(Saved data entries)

- - - - -

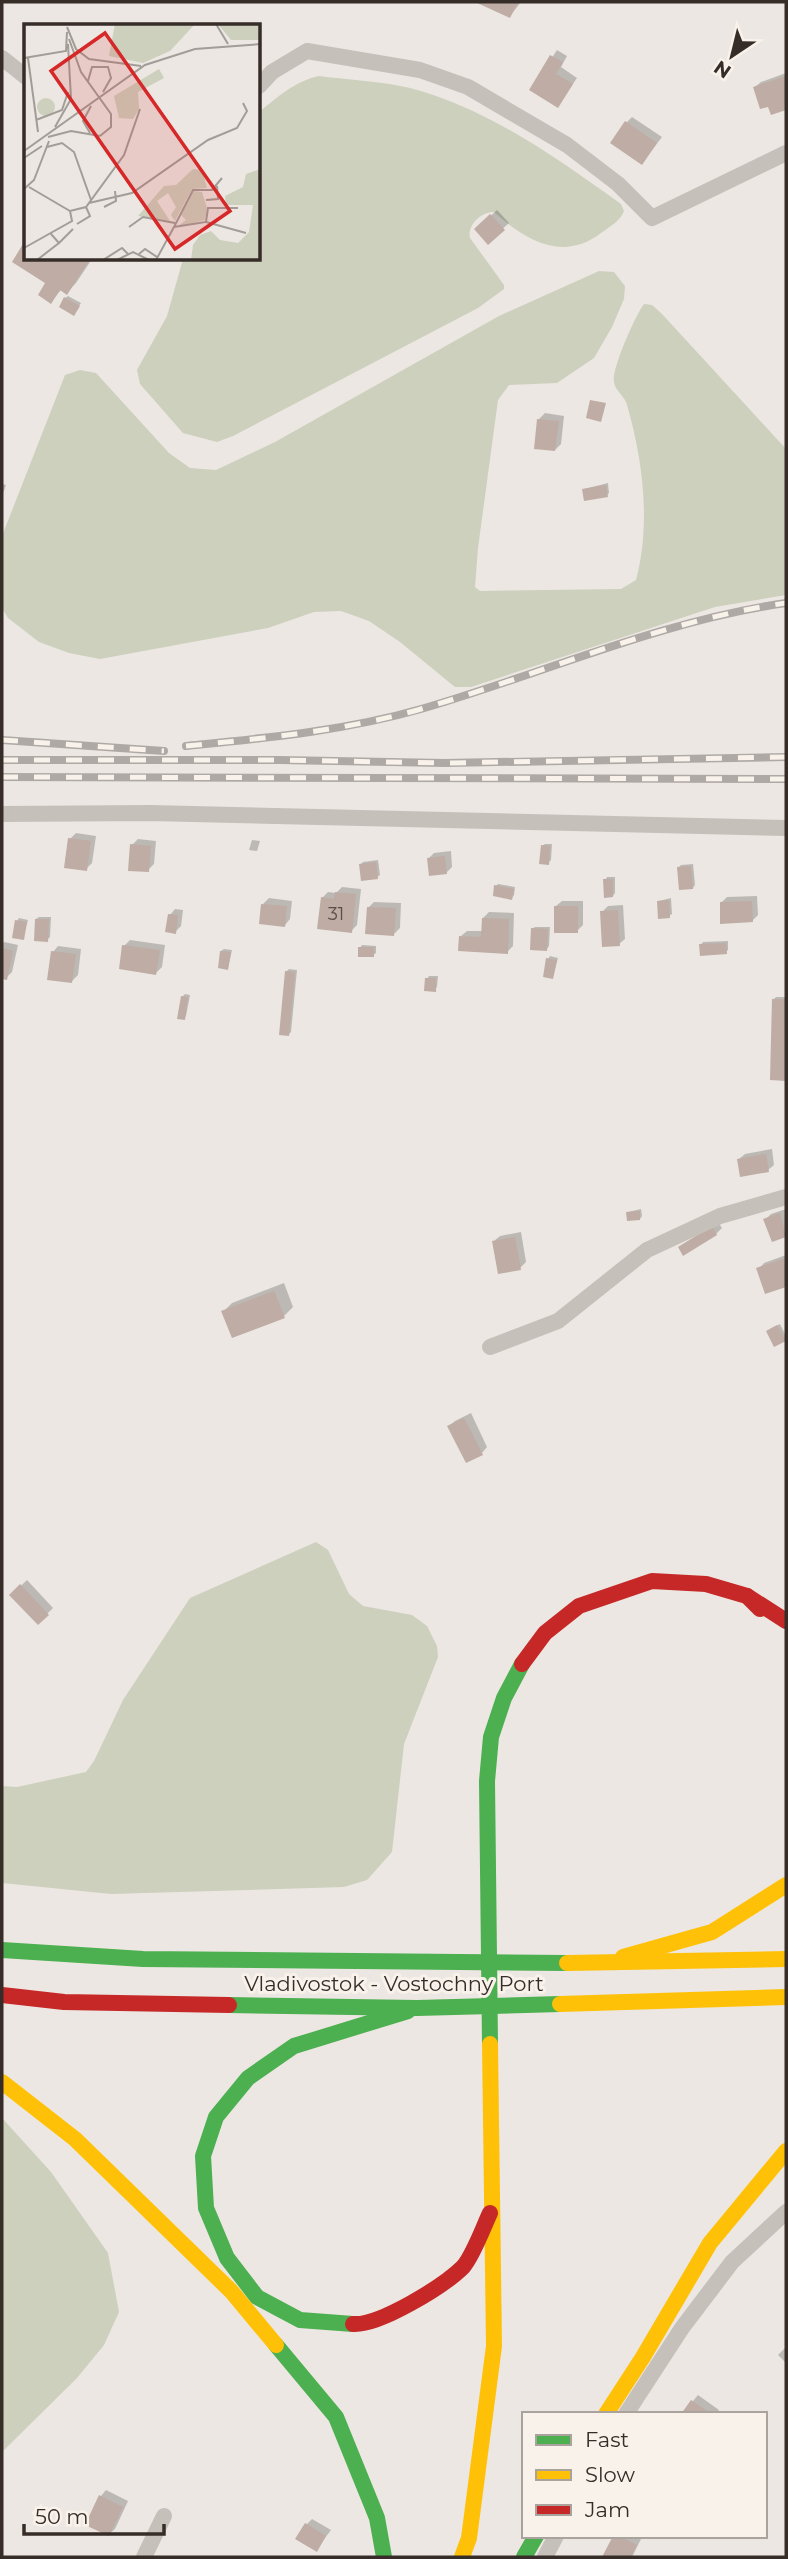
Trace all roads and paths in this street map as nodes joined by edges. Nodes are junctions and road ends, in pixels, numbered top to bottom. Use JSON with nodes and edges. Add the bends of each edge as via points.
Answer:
{"nodes":[{"id":1,"x":2,"y":58,"type":"edge"},
{"id":2,"x":24,"y":75,"type":"edge"},
{"id":3,"x":261,"y":84,"type":"edge"},
{"id":4,"x":786,"y":153,"type":"edge"},
{"id":5,"x":2,"y":814,"type":"edge"},
{"id":6,"x":786,"y":828,"type":"edge"},
{"id":7,"x":786,"y":1197,"type":"edge"},
{"id":8,"x":490,"y":1347,"type":"dead end"},
{"id":9,"x":747,"y":1596,"type":"junction"},
{"id":10,"x":786,"y":1621,"type":"edge"},
{"id":11,"x":786,"y":1635,"type":"edge"},
{"id":12,"x":786,"y":1885,"type":"edge"},
{"id":13,"x":2,"y":1950,"type":"edge"},
{"id":14,"x":786,"y":1959,"type":"edge"},
{"id":15,"x":600,"y":1963,"type":"junction"},
{"id":16,"x":2,"y":1995,"type":"edge"},
{"id":17,"x":786,"y":1997,"type":"edge"},
{"id":18,"x":417,"y":2008,"type":"junction"},
{"id":19,"x":2,"y":2082,"type":"edge"},
{"id":20,"x":786,"y":2151,"type":"edge"},
{"id":21,"x":493,"y":2209,"type":"junction"},
{"id":22,"x":786,"y":2212,"type":"edge"},
{"id":23,"x":607,"y":2412,"type":"edge"},
{"id":24,"x":627,"y":2412,"type":"edge"},
{"id":25,"x":164,"y":2516,"type":"dead end"},
{"id":26,"x":535,"y":2538,"type":"edge"},
{"id":27,"x":555,"y":2538,"type":"edge"},
{"id":28,"x":144,"y":2557,"type":"edge"},
{"id":29,"x":384,"y":2557,"type":"edge"},
{"id":30,"x":462,"y":2557,"type":"edge"},
{"id":31,"x":524,"y":2557,"type":"edge"},
{"id":32,"x":545,"y":2557,"type":"edge"}],
"edges":[{"from":1,"to":2,"type":"street"},
{"from":3,"to":4,"type":"street","via":[[307,51],[420,70],[468,87],[567,145],[618,184],[652,218]]},
{"from":5,"to":6,"type":"street","via":[[150,813]]},
{"from":7,"to":8,"type":"street","via":[[720,1216],[647,1250],[558,1321]]},
{"from":9,"to":10,"type":"main road"},
{"from":9,"to":11,"type":"main road"},
{"from":9,"to":21,"type":"main road","via":[[706,1584],[652,1581],[579,1606],[545,1633],[504,1698],[491,1737],[487,1781]]},
{"from":12,"to":15,"type":"main road","via":[[712,1932]]},
{"from":13,"to":15,"type":"main road","name":"Vladivostok - Vostochny Port","via":[[143,1959]]},
{"from":14,"to":15,"type":"main road","name":"Vladivostok - Vostochny Port"},
{"from":16,"to":18,"type":"main road","name":"Vladivostok - Vostochny Port","via":[[64,2002]]},
{"from":17,"to":18,"type":"main road","name":"Vladivostok - Vostochny Port"},
{"from":18,"to":21,"type":"main road","via":[[294,2046],[248,2078],[216,2117],[203,2156],[206,2208],[227,2258],[257,2297],[300,2320],[363,2325],[412,2304],[464,2266]]},
{"from":19,"to":29,"type":"main road","via":[[75,2139],[231,2291],[336,2417],[377,2518]]},
{"from":20,"to":23,"type":"main road","via":[[710,2243]]},
{"from":21,"to":30,"type":"main road","via":[[494,2346],[469,2538]]},
{"from":22,"to":24,"type":"street","via":[[732,2262],[681,2328]]},
{"from":25,"to":28,"type":"street"},
{"from":26,"to":31,"type":"main road"},
{"from":27,"to":32,"type":"street"}]}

- - - - -

### EXERCISE PROMPT
For each line in the records that holds "edges", show that line as it stands.

### RESULT OF THIS EXERCISE
Trace all roads and paths in this street map as nodes joined by edges. Nodes are junctions and road ends, in pixels, numbered top to bottom. Use JSON with nodes and edges. Add the bends of each edge as via points.
"edges":[{"from":1,"to":2,"type":"street"},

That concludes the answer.